The coaches at No Boundaries sometimes get strange looks when they tell new students signing up for a membership that they should actually consider signing up for fewer days to start out. Being told that “I get that you think 5 days/week would be best, but I think you would benefit more from starting with 3 days/week, and then we can talk about upgrading in a few months if you’ve been keeping up with your commitment to three” is uncommon in a world where the upsell is a benchmark business and sales tactic, and especially when compared to your average globo gym most interested in convincing you that you need the largest, most unlimited, add-on-filled membership. But here’s the thing: our focus is on your success, and therefore setting you up with a path that’s likely to fail is the last thing we want to do.
When you commit to three days per week and you show up three days every week, you’ve already immersed yourself in a successful practice. We firmly believe that you can change your life just by showing up to the gym three days per week. But what about when you commit yourself to show up five days every week and only make it to three? What could otherwise be a resounding success is now clouded by failure.
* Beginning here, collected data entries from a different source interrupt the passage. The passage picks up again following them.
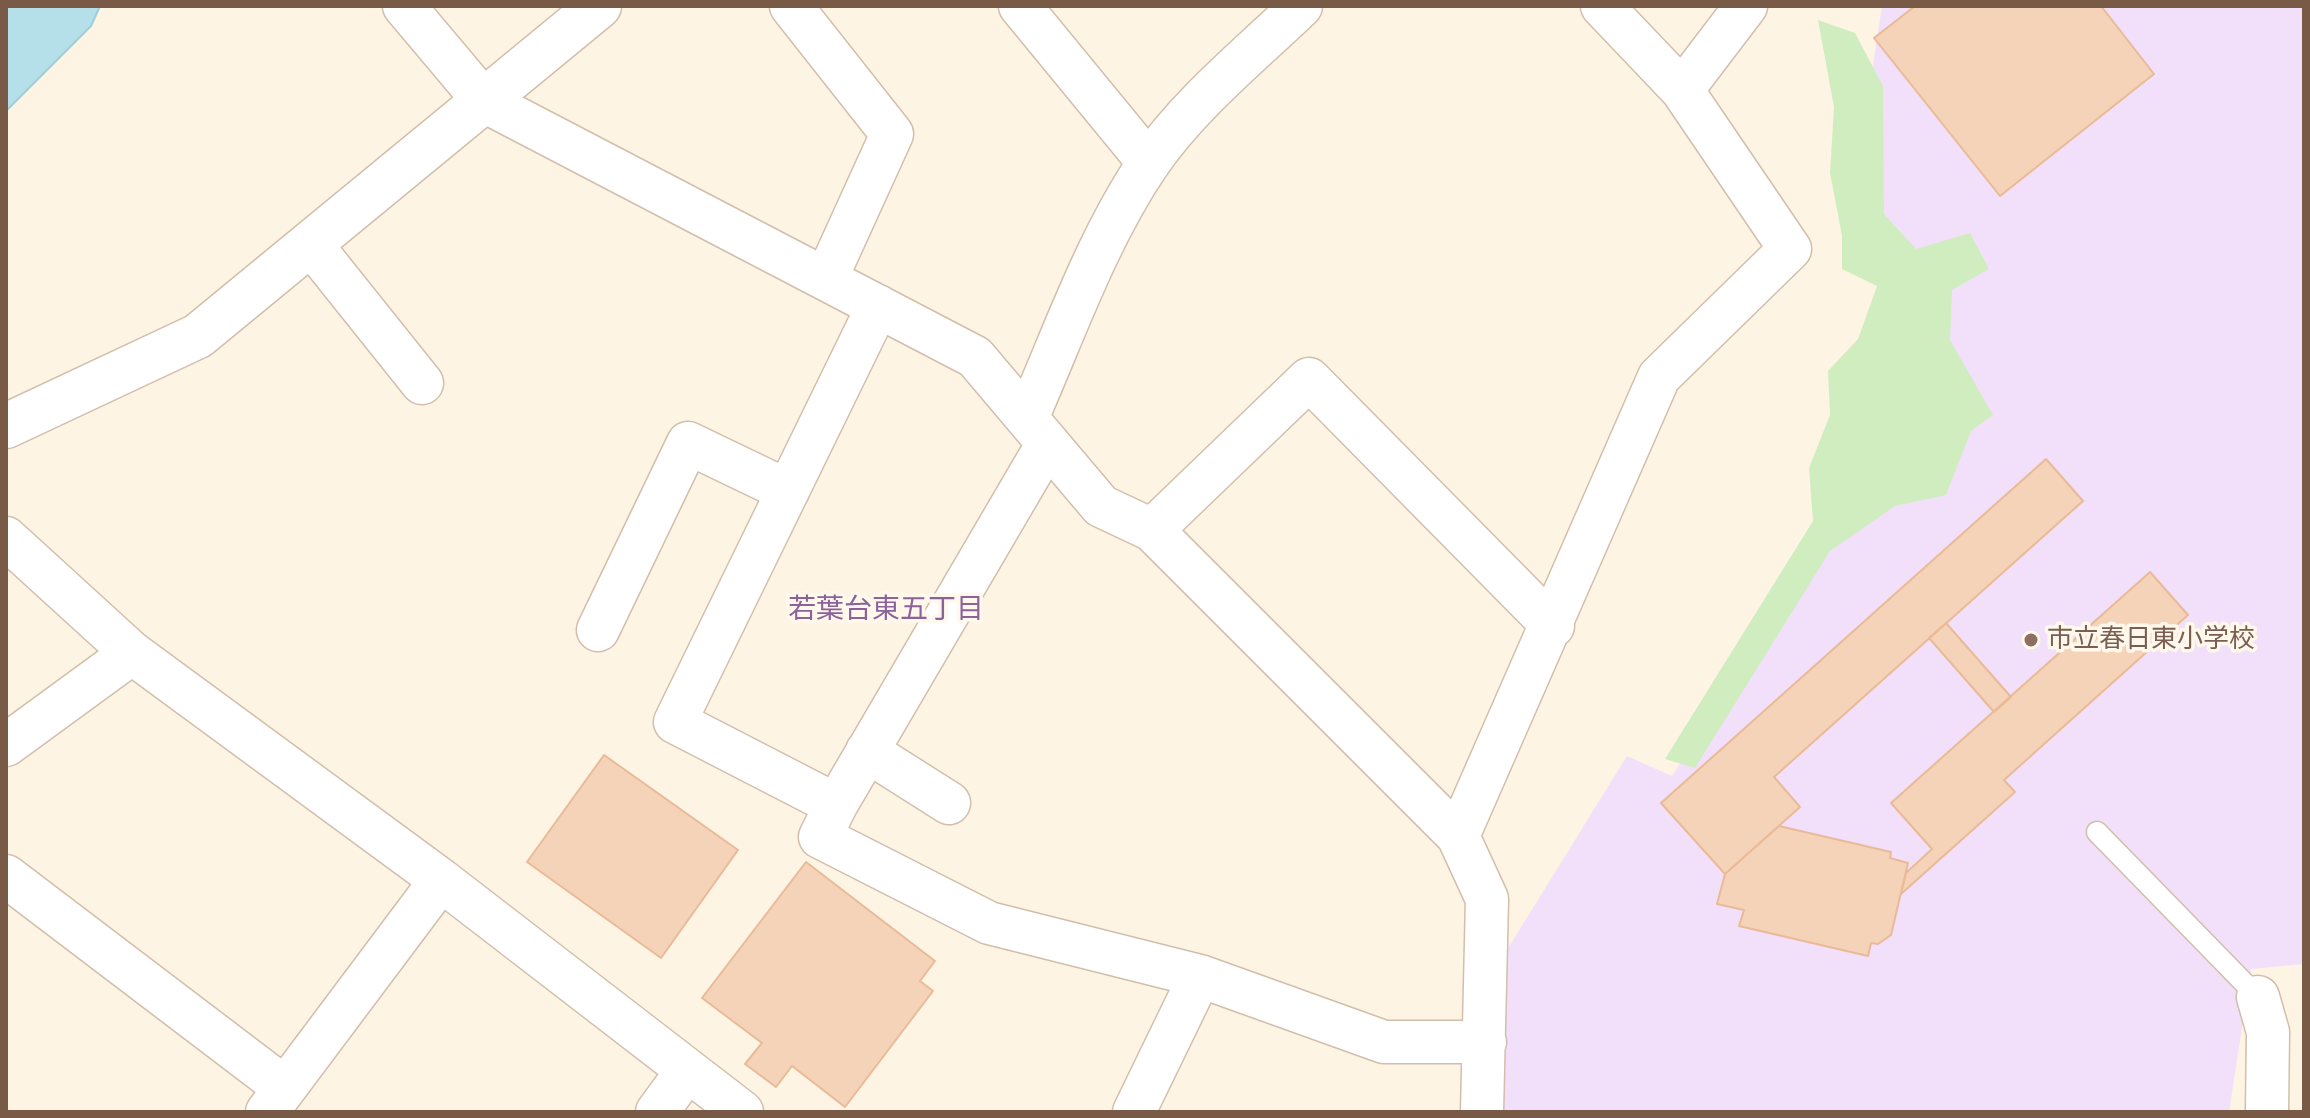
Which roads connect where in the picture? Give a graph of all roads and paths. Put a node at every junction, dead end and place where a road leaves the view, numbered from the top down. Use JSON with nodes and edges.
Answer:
{"nodes":[{"id":1,"x":404,"y":6,"type":"edge"},
{"id":2,"x":599,"y":6,"type":"edge"},
{"id":3,"x":791,"y":6,"type":"edge"},
{"id":4,"x":1020,"y":6,"type":"edge"},
{"id":5,"x":1602,"y":6,"type":"edge"},
{"id":6,"x":1746,"y":6,"type":"edge"},
{"id":7,"x":1296,"y":8,"type":"edge"},
{"id":8,"x":1682,"y":90,"type":"junction"},
{"id":9,"x":484,"y":101,"type":"junction"},
{"id":10,"x":1149,"y":163,"type":"junction"},
{"id":11,"x":310,"y":243,"type":"junction"},
{"id":12,"x":826,"y":279,"type":"junction"},
{"id":13,"x":878,"y":306,"type":"junction"},
{"id":14,"x":422,"y":383,"type":"dead end"},
{"id":15,"x":6,"y":426,"type":"edge"},
{"id":16,"x":1037,"y":431,"type":"junction"},
{"id":17,"x":788,"y":491,"type":"junction"},
{"id":18,"x":1152,"y":530,"type":"junction"},
{"id":19,"x":10,"y":545,"type":"edge"},
{"id":20,"x":1553,"y":626,"type":"junction"},
{"id":21,"x":598,"y":630,"type":"dead end"},
{"id":22,"x":132,"y":653,"type":"junction"},
{"id":23,"x":6,"y":745,"type":"edge"},
{"id":24,"x":867,"y":751,"type":"junction"},
{"id":25,"x":949,"y":803,"type":"dead end"},
{"id":26,"x":836,"y":805,"type":"junction"},
{"id":27,"x":2097,"y":832,"type":"dead end"},
{"id":28,"x":1458,"y":836,"type":"junction"},
{"id":29,"x":6,"y":876,"type":"edge"},
{"id":30,"x":441,"y":880,"type":"junction"},
{"id":31,"x":1200,"y":976,"type":"junction"},
{"id":32,"x":2258,"y":997,"type":"joint"},
{"id":33,"x":1485,"y":1042,"type":"junction"},
{"id":34,"x":687,"y":1071,"type":"junction"},
{"id":35,"x":276,"y":1100,"type":"edge"},
{"id":36,"x":657,"y":1112,"type":"edge"},
{"id":37,"x":742,"y":1112,"type":"edge"},
{"id":38,"x":1134,"y":1112,"type":"edge"},
{"id":39,"x":1482,"y":1112,"type":"edge"},
{"id":40,"x":2267,"y":1112,"type":"edge"}],
"edges":[{"from":1,"to":9,"type":"street"},
{"from":2,"to":9,"type":"street"},
{"from":3,"to":12,"type":"street"},
{"from":4,"to":10,"type":"street"},
{"from":5,"to":8,"type":"street"},
{"from":6,"to":8,"type":"street"},
{"from":7,"to":10,"type":"street"},
{"from":8,"to":20,"type":"street"},
{"from":9,"to":11,"type":"street"},
{"from":9,"to":12,"type":"street"},
{"from":10,"to":16,"type":"street"},
{"from":11,"to":14,"type":"street"},
{"from":11,"to":15,"type":"street"},
{"from":12,"to":13,"type":"street"},
{"from":13,"to":16,"type":"street"},
{"from":13,"to":17,"type":"street"},
{"from":16,"to":18,"type":"street"},
{"from":16,"to":24,"type":"street"},
{"from":17,"to":21,"type":"street"},
{"from":17,"to":26,"type":"street"},
{"from":18,"to":20,"type":"street"},
{"from":18,"to":28,"type":"street"},
{"from":19,"to":22,"type":"street"},
{"from":20,"to":28,"type":"street"},
{"from":22,"to":23,"type":"street"},
{"from":22,"to":30,"type":"street"},
{"from":24,"to":25,"type":"street"},
{"from":24,"to":26,"type":"street"},
{"from":26,"to":31,"type":"street"},
{"from":27,"to":32,"type":"lane"},
{"from":28,"to":33,"type":"street"},
{"from":29,"to":35,"type":"street"},
{"from":30,"to":34,"type":"street"},
{"from":30,"to":35,"type":"street"},
{"from":31,"to":33,"type":"street"},
{"from":31,"to":38,"type":"street"},
{"from":32,"to":40,"type":"street"},
{"from":33,"to":39,"type":"street"},
{"from":34,"to":36,"type":"street"},
{"from":34,"to":37,"type":"street"}]}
We base our memberships on the idea of commitment: when you sign up for three days per week of membership, we view that as a commitment on our end to show up and provide you with the best coaching and growth opportunity for three days every week, and a commitment on your end to show up three days every week and put in the work that it takes to make the change that you’re seeking. This commitment is the foundation to your (and our) success, regardless of the number of days. Meet your commitment and you are engaging in a successful and sustainable practice. Sign yourself up for a commitment that you simply cannot meet, and you’ve made a potential success feel more like a failure.
Of course, there are potentially greater gains to be had from training four or five days per week rather than two or three, assuming requisite commitment, time, energy, and physical capacities exist. When these pieces are in place, we would absolutely encourage you to seek out more frequent opportunities to improve your fitness; but let’s not fall prey to the thinking of “more is better.” More isn’t better, better is better.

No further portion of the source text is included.